Messo a confronto con Saba e Fanari, Mannai esclamò: «Sono stato un pazzo a darvi retta». Ma, nel corso del processo, chi diede il colpo di grazia al sindaco Saba, rappresentato dalla difesa come un bonaccione e un moderato, fu, ironia della sorte, il futuro biografo di Gramsci, Berlinguer, Lussu e dell'anarchico Schirru, nonché senatore comunista, il giornalista e scrittore Giuseppe (noto Peppino) Fiori.
Il suddetto, il 5 ottobre, pubblicò su "L'Unione Sarda" un articolo dal titolo "Un documento in possesso del nostro giornale", sottotitolo "La strage di Guspini alle Assise di Cagliari".
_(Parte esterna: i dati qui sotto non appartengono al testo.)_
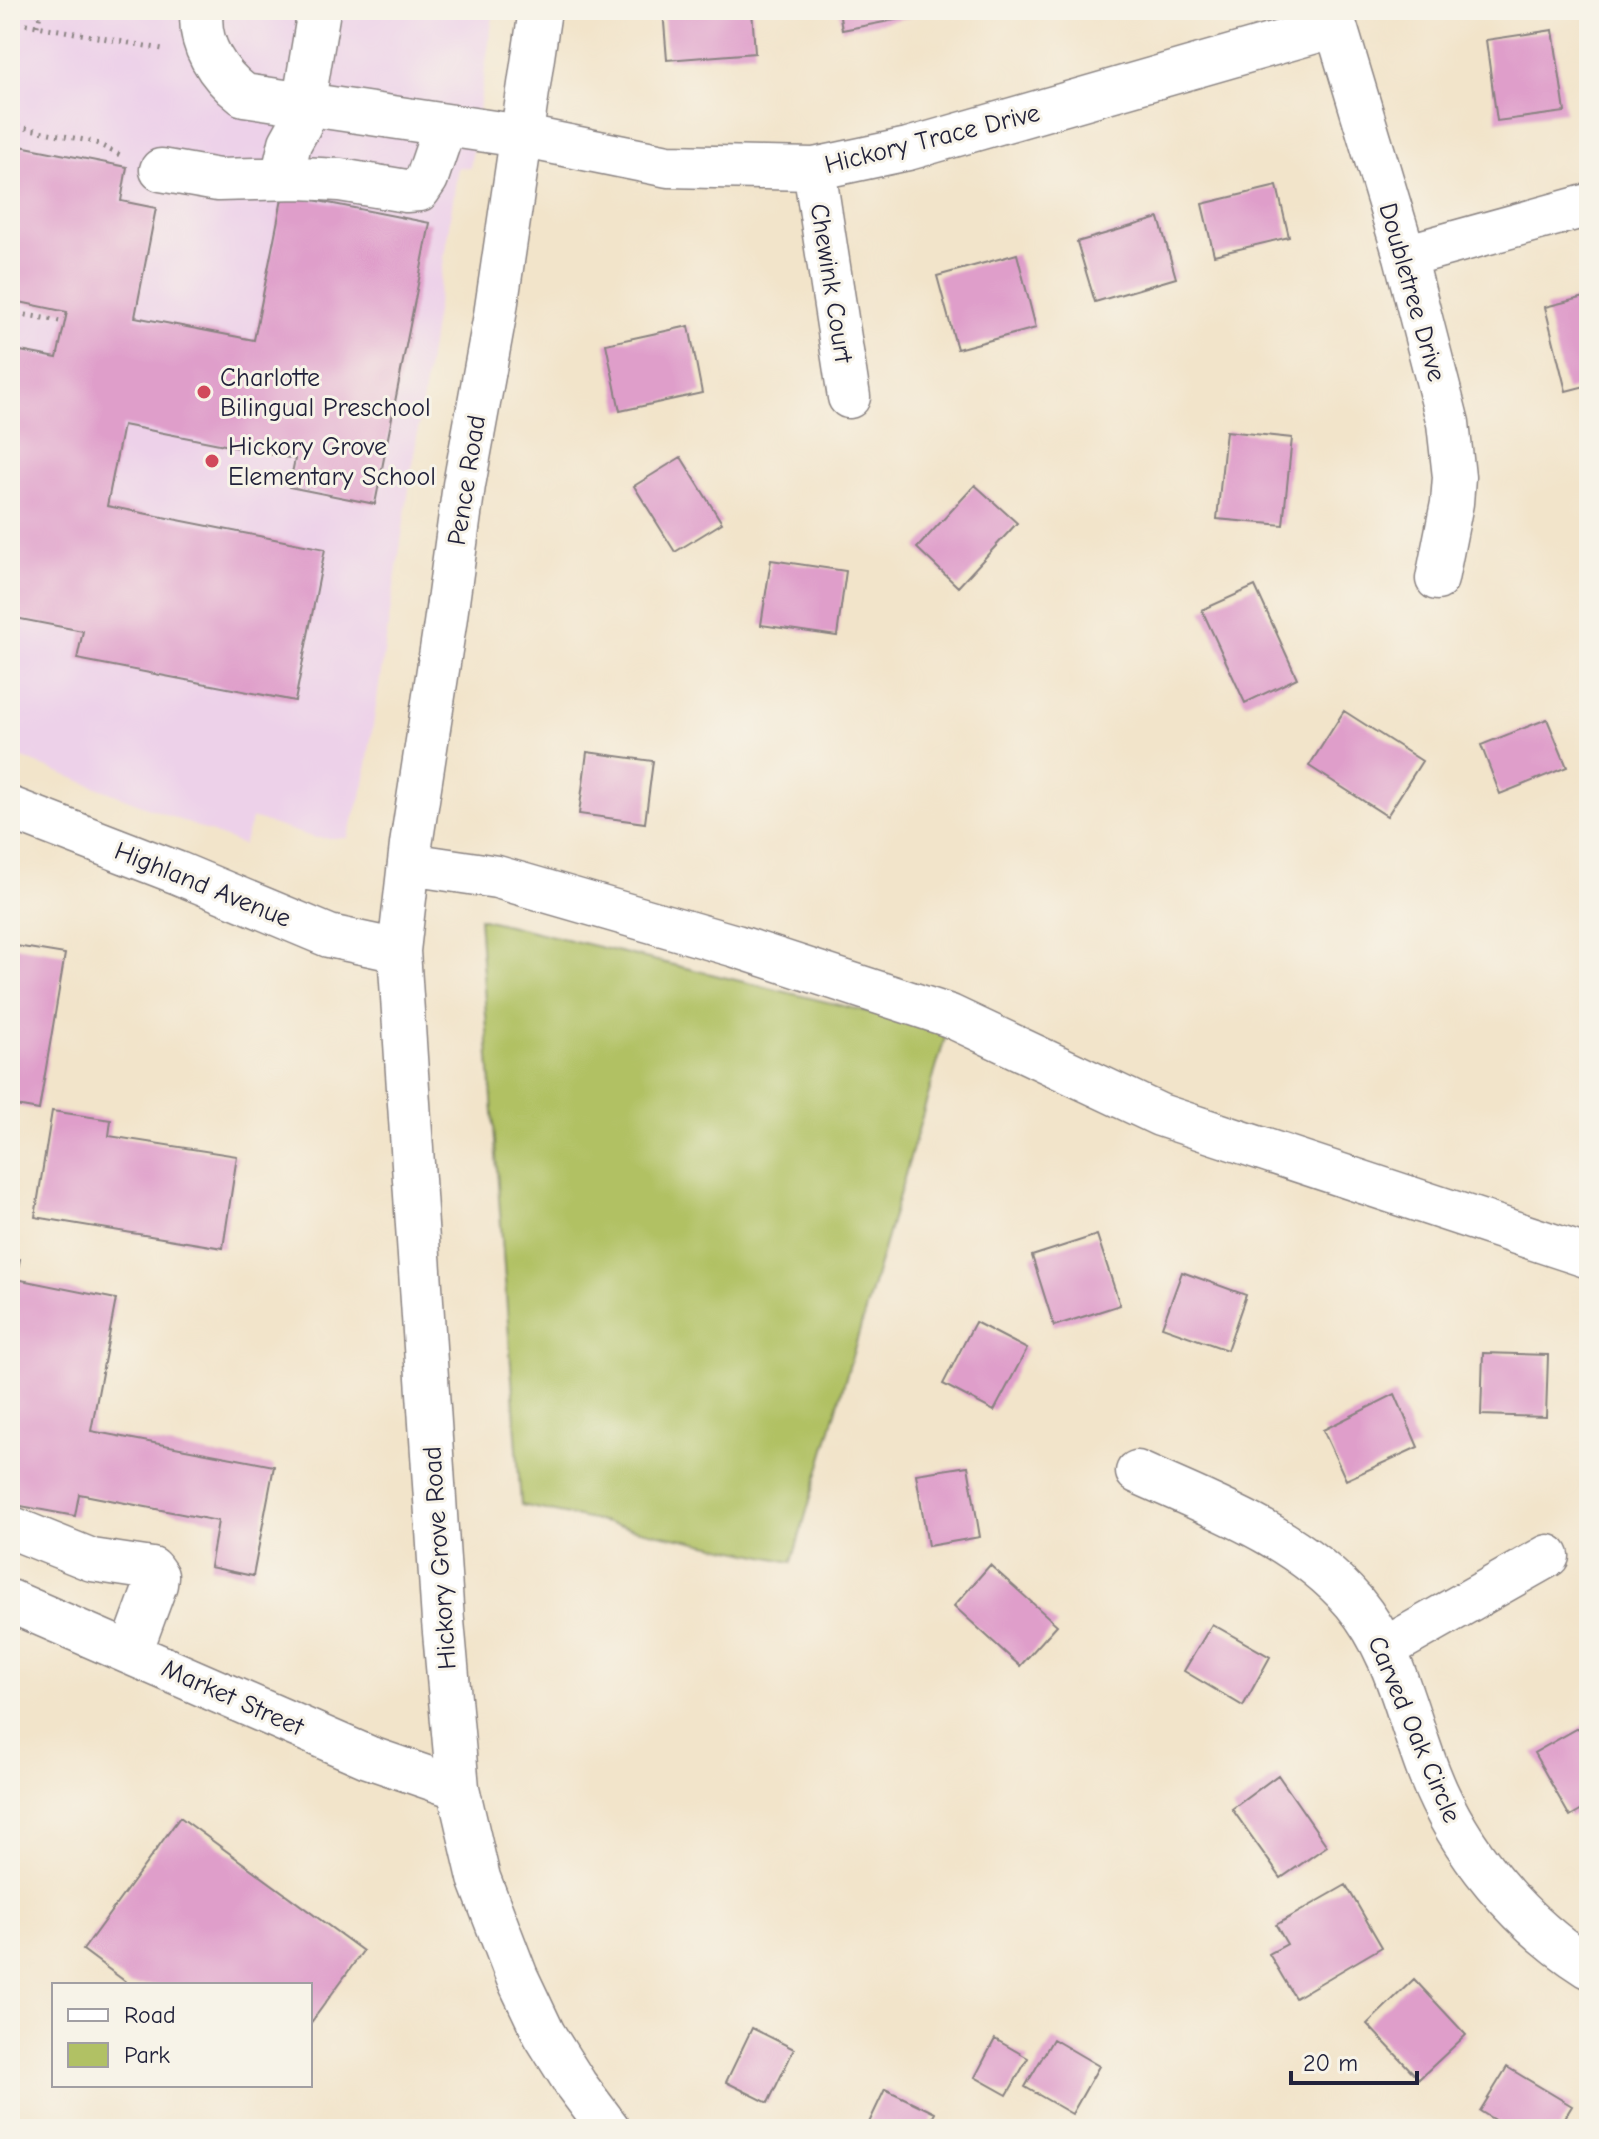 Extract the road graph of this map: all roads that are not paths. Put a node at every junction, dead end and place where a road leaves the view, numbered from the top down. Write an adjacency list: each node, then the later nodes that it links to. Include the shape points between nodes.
1 (202, 10): 5 (street, Hickory Trace Drive, via 200,27 216,69 228,83 244,95)
2 (319, 10): 5 (street)
3 (540, 10): 7 (street, Pence Road)
4 (1334, 18): 8 (street, Hickory Trace Drive, via 908,149); 12 (street, Doubletree Drive)
5 (305, 104): 6 (street, Hickory Trace Drive); 10 (street)
6 (445, 125): 7 (street, Hickory Trace Drive); 10 (street, via 419,190)
7 (520, 136): 8 (street, Hickory Trace Drive, via 668,166); 16 (street, Pence Road)
8 (814, 169): 13 (street, Chewink Court)
9 (161, 170): 10 (street, via 218,180)
10 (282, 178)
11 (1589, 205): 12 (street)
12 (1405, 256): 14 (street, Doubletree Drive, via 1448,423 1454,477)
13 (849, 397)
14 (1437, 579)
15 (10, 808): 17 (street, Highland Avenue, via 329,936)
16 (409, 864): 17 (street, Pence Road); 18 (street, via 497,877 936,1011 1160,1115)
17 (399, 951): 25 (street, Hickory Grove Road)
18 (1589, 1257)
19 (1137, 1472): 23 (street, Carved Oak Circle, via 1271,1533 1312,1561 1353,1601)
20 (10, 1527): 24 (street, via 92,1560 152,1569 156,1584)
21 (1548, 1556): 23 (street)
22 (10, 1601): 24 (street, Market Street)
23 (1384, 1649): 26 (street, Carved Oak Circle, via 1430,1775 1464,1842 1512,1902 1565,1952)
24 (131, 1652): 25 (street, Market Street, via 368,1757)
25 (458, 1788): 27 (street, Hickory Grove Road, via 479,1878 517,1977 544,2034)
26 (1589, 1967)
27 (609, 2129)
L'articolo riportava una lettera del Saba, datata 24 marzo 1945, scritta su carta intestata del Pci e indirizzata al segretario comunista di Iglesias: «Caro compagno, mi è stato riferito che in codesta città risiede attualmente il segretario comunale Ghiani Antonio, ex squadrista antemarcia, sciarpa littorio. Questo losco individuo ha molti peccati sulla coscienza: a lui sono dovuti i numerosi arresti, persecuzioni, confino di molti compagni. Fra i quali il sottoscritto. Ti prego di sorvegliarlo attentamente e se si presenta l'occasione propizia di sistemarlo come merita. Saluti fraterni. Il segr. E. Saba".
Diceva Fiori, nel proseguo dell'articolo: «Il tutto era falso. Il Ghiani era stato solo segretario del fascio in un piccolo paese».
La lettera fu immediatamente richiesta dal tribunale e messa agli atti del processo. Proseguiva, intanto, l'audizione dei testi. Il Mannai asserì di aver avuto la bomba a mano da Umberto Pisu per 150 lire, Pisu a sua volta dichiarò di averla avuta dal giovane Mario Ala per poter pescare... arselle! Mario Ala negò tutto. L'unico imputato a piede libero affermò di non aver parlato prima perché aveva paura di Fanari.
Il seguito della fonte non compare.